**EXERCISE REQUIREMENTS:**
Go over the data and keep only the lines that include "Joseph".

____ RECORDS FOR THIS EXERCISE

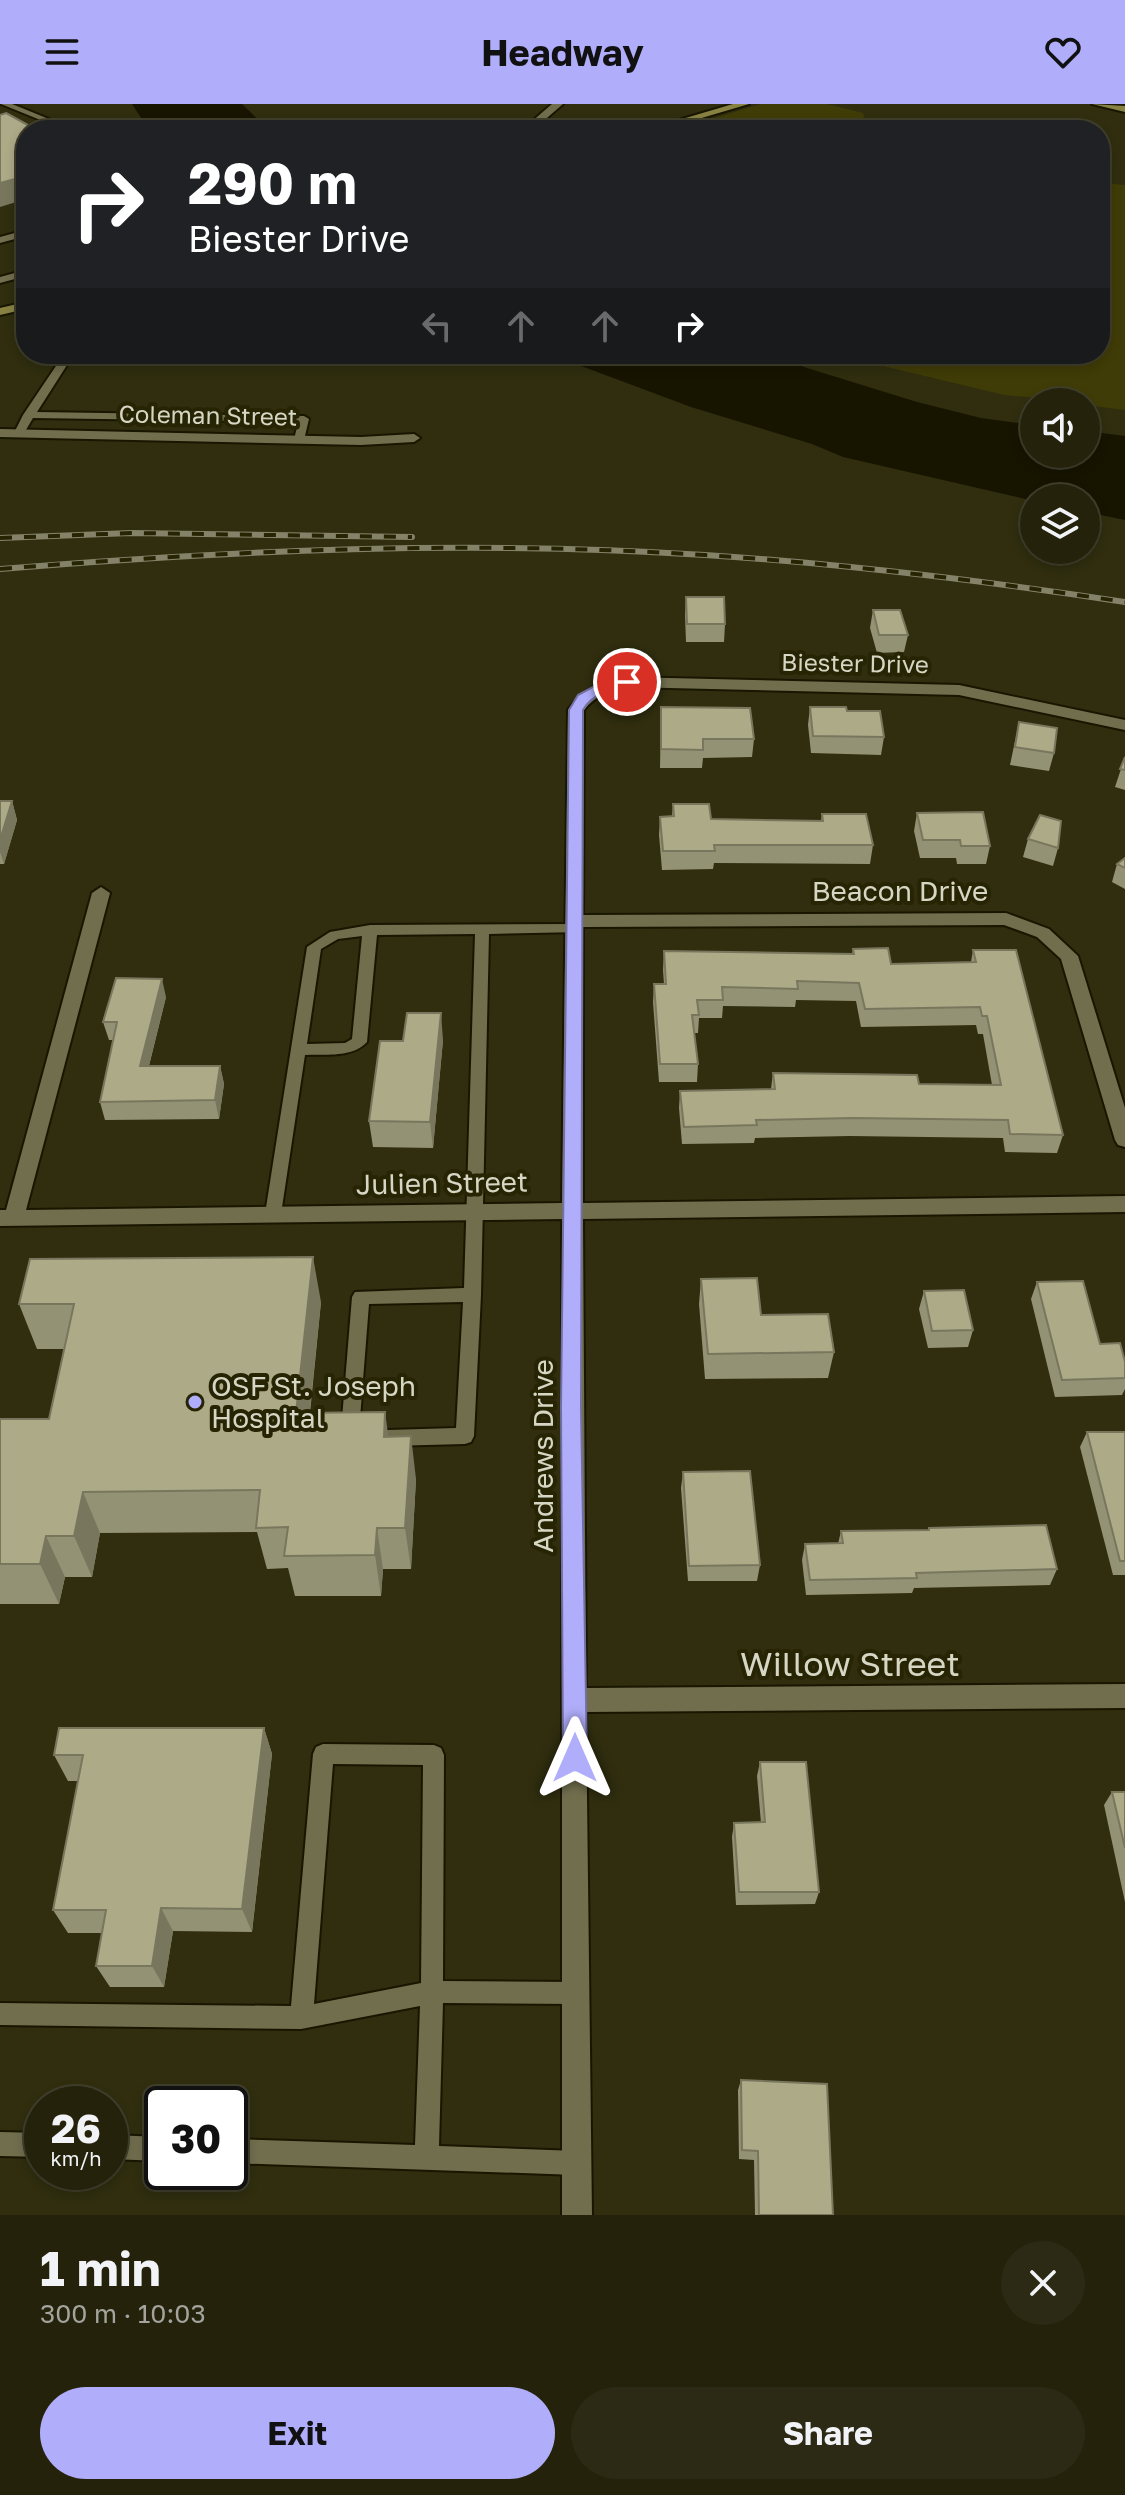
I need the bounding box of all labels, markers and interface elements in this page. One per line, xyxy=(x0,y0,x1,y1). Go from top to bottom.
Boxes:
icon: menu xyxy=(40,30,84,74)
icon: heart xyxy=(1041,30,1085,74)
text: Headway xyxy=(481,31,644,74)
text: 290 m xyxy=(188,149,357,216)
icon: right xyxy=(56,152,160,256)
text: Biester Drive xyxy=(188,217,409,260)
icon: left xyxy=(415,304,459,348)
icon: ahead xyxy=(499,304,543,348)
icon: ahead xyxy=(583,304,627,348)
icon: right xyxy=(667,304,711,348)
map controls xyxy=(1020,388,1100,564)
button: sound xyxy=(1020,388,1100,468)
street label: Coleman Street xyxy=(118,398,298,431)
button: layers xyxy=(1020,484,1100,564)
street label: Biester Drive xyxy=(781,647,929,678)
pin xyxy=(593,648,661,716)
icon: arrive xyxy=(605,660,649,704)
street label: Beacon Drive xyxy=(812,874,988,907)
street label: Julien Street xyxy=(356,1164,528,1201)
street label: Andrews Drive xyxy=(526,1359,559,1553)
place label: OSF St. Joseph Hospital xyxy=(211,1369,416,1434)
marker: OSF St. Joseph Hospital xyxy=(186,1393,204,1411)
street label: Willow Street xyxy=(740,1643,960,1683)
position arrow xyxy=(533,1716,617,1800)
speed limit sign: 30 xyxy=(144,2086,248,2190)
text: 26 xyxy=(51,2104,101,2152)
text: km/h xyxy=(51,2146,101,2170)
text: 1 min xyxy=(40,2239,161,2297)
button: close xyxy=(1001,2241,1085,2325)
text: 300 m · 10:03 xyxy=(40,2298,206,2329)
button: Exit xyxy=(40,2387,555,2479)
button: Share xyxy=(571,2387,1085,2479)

________

**SOLUTION TO THIS PROBLEM:**
place label: OSF St. Joseph Hospital xyxy=(211,1369,416,1434)
marker: OSF St. Joseph Hospital xyxy=(186,1393,204,1411)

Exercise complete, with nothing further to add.